EXERCISE GOAL: Output all records verbatim.
++++ LISTED ENTRIES
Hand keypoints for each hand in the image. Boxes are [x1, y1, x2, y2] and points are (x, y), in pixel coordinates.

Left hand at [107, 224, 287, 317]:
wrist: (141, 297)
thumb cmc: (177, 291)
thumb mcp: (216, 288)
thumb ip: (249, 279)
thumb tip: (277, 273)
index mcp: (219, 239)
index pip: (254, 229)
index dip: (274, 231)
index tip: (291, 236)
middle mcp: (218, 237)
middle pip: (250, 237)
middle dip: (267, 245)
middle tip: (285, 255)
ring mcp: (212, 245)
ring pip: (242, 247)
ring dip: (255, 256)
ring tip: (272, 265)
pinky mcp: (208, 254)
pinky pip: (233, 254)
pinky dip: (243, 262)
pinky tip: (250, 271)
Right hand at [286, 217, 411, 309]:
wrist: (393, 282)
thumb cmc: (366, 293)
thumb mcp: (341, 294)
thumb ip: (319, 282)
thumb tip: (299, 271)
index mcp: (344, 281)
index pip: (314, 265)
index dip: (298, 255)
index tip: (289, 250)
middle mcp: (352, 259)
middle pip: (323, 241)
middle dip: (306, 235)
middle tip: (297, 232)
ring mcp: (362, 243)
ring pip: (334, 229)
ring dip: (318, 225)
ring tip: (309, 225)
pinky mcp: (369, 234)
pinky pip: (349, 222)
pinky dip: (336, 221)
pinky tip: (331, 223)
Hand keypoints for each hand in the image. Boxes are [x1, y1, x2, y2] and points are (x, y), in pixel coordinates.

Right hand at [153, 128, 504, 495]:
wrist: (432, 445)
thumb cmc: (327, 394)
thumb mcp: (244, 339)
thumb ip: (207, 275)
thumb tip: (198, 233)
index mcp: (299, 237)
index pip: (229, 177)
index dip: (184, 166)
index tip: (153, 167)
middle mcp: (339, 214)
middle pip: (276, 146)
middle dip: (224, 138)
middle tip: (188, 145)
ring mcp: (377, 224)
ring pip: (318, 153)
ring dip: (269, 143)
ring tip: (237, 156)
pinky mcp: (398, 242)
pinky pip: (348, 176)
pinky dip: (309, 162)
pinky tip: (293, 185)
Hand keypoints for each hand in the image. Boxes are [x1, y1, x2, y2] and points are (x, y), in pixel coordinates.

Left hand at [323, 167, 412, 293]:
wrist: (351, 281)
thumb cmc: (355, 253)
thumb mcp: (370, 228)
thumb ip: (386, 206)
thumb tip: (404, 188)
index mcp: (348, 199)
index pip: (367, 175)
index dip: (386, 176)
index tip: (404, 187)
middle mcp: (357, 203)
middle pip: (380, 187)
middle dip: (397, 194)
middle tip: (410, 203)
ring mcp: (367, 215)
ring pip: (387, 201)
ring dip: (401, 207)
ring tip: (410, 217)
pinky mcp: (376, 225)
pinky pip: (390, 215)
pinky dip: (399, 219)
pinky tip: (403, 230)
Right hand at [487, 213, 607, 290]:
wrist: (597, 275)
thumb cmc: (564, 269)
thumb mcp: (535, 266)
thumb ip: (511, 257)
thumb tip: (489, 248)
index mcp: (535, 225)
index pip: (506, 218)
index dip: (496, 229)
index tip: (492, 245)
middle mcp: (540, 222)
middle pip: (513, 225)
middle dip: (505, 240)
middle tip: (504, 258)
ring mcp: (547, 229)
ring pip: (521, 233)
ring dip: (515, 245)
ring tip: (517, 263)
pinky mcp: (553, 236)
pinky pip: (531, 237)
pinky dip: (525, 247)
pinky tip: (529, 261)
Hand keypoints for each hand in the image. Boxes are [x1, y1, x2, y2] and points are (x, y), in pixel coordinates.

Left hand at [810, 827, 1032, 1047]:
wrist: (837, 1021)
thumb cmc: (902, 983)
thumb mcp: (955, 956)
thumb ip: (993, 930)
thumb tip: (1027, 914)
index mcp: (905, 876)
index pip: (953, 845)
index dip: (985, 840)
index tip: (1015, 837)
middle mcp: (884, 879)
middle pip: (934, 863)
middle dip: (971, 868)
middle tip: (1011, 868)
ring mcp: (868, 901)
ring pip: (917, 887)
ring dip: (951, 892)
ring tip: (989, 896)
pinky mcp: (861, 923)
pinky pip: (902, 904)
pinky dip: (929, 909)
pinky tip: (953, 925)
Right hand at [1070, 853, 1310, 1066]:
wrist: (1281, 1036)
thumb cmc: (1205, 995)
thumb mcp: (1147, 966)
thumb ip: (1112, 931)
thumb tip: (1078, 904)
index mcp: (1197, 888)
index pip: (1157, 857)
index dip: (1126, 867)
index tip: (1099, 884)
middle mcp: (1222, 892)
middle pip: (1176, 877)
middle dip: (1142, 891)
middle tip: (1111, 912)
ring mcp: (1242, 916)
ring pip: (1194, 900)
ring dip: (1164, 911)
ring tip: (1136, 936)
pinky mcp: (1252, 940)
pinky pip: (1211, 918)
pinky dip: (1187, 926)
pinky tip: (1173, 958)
++++++++
RESULT FOR THIS TASK:
Hand keypoints for each hand in the image. Boxes are [x1, y1, x2, y2] and points are (x, y), in pixel coordinates.

Left hand at [107, 224, 287, 317]:
wrist: (141, 297)
thumb cmc: (177, 291)
thumb mcp: (216, 288)
thumb ip: (249, 279)
thumb tip: (277, 273)
index mcp: (219, 239)
index pip: (254, 229)
index dip: (274, 231)
index tip: (291, 236)
middle mcp: (218, 237)
middle pip: (250, 237)
middle dip: (267, 245)
middle tip: (285, 255)
ring mcp: (212, 245)
ring pip: (242, 247)
ring dip: (255, 256)
ring tip: (272, 265)
pinky mcp: (208, 254)
pinky pip: (233, 254)
pinky dip: (243, 262)
pinky tip: (250, 271)
Right hand at [286, 217, 411, 309]:
wrist: (393, 282)
thumb cmc: (366, 293)
thumb mcp: (341, 294)
thumb ip: (319, 282)
thumb tip: (299, 271)
index mcp: (344, 281)
index pip: (314, 265)
index dip: (298, 255)
index tip: (289, 250)
middle mcp: (352, 259)
middle pip: (323, 241)
middle dip: (306, 235)
middle tip: (297, 232)
ring mcp: (362, 243)
ring pip: (334, 229)
ring dip: (318, 225)
ring tip: (309, 225)
pinky mcp: (369, 234)
pinky pip: (349, 222)
pinky dip: (336, 221)
pinky tip: (331, 223)
Hand keypoints for each hand in the image. Boxes are [x1, y1, x2, y2] and points are (x, y), in pixel coordinates.

Right hand at [153, 128, 504, 495]:
wrist: (432, 445)
thumb cmc: (327, 394)
thumb mcp: (244, 339)
thumb ip: (207, 275)
thumb tip: (198, 233)
index mcp: (299, 237)
index pip: (229, 177)
index dip: (184, 166)
index tip: (153, 167)
middle mcp: (339, 214)
middle pip: (276, 146)
middle dip: (224, 138)
middle tip: (188, 145)
ring mcp: (377, 224)
ring pip: (318, 153)
ring dip: (269, 143)
ring tip: (237, 156)
pinky mcp: (398, 242)
pinky pip: (348, 176)
pinky dip: (309, 162)
pinky tip: (293, 185)
Hand keypoints for each hand in the image. Boxes are [x1, y1, x2, y2] and points are (x, y), in pixel coordinates.

Left hand at [323, 167, 412, 293]:
wrist: (351, 281)
thumb cmc: (355, 253)
thumb mcp: (370, 228)
thumb ip: (386, 206)
thumb tip: (404, 188)
index mcp: (348, 199)
index pip: (367, 175)
index dip: (386, 176)
index tip: (404, 187)
middle mcp: (357, 203)
middle pip: (380, 187)
middle dip: (397, 194)
middle tip: (410, 203)
ring mcp: (367, 215)
ring pip: (387, 201)
ring dip: (401, 207)
ring tip: (410, 217)
pinky mcp: (376, 225)
pinky pip: (390, 215)
pinky dip: (399, 219)
pinky tip: (403, 230)
Right hand at [487, 213, 607, 290]:
wrist: (597, 275)
thumb cmc: (564, 269)
thumb mcp: (535, 266)
thumb ip: (511, 257)
thumb tip: (489, 248)
index mcp: (535, 225)
index pip: (506, 218)
index dip: (496, 229)
index tip: (492, 245)
middle mcp: (540, 222)
middle pip: (513, 225)
middle dip: (505, 240)
middle tip: (504, 258)
ring mcp: (547, 229)
ring pip: (521, 233)
ring dip: (515, 245)
ring tip: (517, 263)
pinky mcp: (553, 236)
pinky pip: (531, 237)
pinky dip: (525, 247)
pinky tip: (529, 261)
Hand keypoints for each hand in the image. Boxes are [x1, y1, x2, y2] and points are (x, y), in pixel coordinates.

Left hand at [810, 827, 1032, 1047]:
wrist: (837, 1021)
thumb cmc: (902, 983)
thumb mcp: (955, 956)
thumb ip: (993, 930)
thumb tip: (1027, 914)
index mcp: (905, 876)
index pip: (953, 845)
index dip: (985, 840)
index tip: (1015, 837)
middle mcp: (884, 879)
middle pip: (934, 863)
middle dip: (971, 868)
middle tip: (1011, 868)
ring mcp: (868, 901)
ring pip: (917, 887)
ring dip: (951, 892)
ring tip: (989, 896)
pinky mcp: (861, 923)
pinky pip: (902, 904)
pinky dip: (929, 909)
pinky tip: (953, 925)
Right hand at [1070, 853, 1310, 1066]:
wrist: (1281, 1036)
thumb cmc: (1205, 995)
thumb mcp: (1147, 966)
thumb ip: (1112, 931)
thumb tip: (1078, 904)
index mcp: (1197, 888)
index pip: (1157, 857)
index dip: (1126, 867)
index tip: (1099, 884)
middle mcp: (1222, 892)
middle pip: (1176, 877)
middle dip: (1142, 891)
middle tip: (1111, 912)
ring mcp: (1242, 916)
ring pip: (1194, 900)
ring dip: (1164, 911)
ring tip: (1136, 936)
pinky mcp: (1252, 940)
pinky pip: (1211, 918)
pinky dip: (1187, 926)
pinky tip: (1173, 958)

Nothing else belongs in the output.